As children, this skill is part of our survival. From the time of our birth and through the development of our more rational prefrontal cortex, creating a predictable causal map of the world is crucial to our well-being. Yet, even as children, much of our map is full of FALSE causality. Consider this:
Baby is learning to walk.
Baby holds on to couch as she walks the entire length of the couch – from one end to the other.
Baby gets to the end of couch and cat (who has been sitting there watching), meows.
Baby is startled and loses balance as she also runs out of couch.
Baby cries and falls.
Conclusion – Cat made me fall.
False Causal Relationship – When a cat meows, I get scared and fall.
Behavior – Avoid cats (and sometimes by extension, couches.)
It’s silly right? But our subconscious is FULL of stuff like this we don’t even question. Over time, they become facts nested neatly in the “How We Were Raised” bucket. And as we re-experience these facts, we reaffirm them. But the truth remains – correlation is NOT causation. Just because two things correlate does not necessarily mean that one causes the other. Consider another example:
Just because people spend more on sweets, candy, roses and chocolate around Valentine’s Day, doesn’t mean that Valentine’s Day CAUSES increased spending or that sweets, candy, roses and chocolate causes increased spending. No brainer, right? Valentine’s Day doesn’t CAUSE spending. Sweets, candy, roses and chocolates do not CAUSE spending.

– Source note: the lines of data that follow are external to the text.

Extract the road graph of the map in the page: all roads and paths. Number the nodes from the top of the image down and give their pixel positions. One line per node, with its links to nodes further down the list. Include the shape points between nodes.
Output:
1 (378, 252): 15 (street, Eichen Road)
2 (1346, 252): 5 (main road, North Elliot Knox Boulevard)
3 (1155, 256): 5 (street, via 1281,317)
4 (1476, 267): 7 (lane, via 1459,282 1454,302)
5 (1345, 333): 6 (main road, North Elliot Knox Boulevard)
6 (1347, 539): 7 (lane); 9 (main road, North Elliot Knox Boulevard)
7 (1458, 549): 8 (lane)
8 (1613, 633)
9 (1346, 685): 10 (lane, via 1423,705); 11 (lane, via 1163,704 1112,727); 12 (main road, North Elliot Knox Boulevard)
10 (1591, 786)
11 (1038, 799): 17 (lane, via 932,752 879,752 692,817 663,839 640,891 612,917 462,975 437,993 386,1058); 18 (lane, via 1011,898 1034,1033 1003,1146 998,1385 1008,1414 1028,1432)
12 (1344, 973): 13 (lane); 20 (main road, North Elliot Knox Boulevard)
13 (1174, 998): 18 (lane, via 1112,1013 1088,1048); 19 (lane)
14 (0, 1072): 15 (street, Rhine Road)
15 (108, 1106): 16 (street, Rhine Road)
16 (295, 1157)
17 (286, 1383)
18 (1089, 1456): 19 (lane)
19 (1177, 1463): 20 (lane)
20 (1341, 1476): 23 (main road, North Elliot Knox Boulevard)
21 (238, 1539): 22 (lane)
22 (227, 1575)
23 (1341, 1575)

Yet, if one wanted to suggest proof of causality of any relationship, it wouldn’t be difficult. All one would have to do is create an experiment that creates the APPEARANCE of a causal relationship. How do you create the appearance of a causal relationship? Easy.
- Simply line up the two things you want to relate.
- Collect evidence of when the appearance of one correlates with the appearance of the other.
- Ignore evidence NOT in favor of the causal relationship.
- Reinforce and reaffirm that the causal relationship is real (talk about it, think about it, speak about it).
- Anchor the evidence with some emotion (feel about it).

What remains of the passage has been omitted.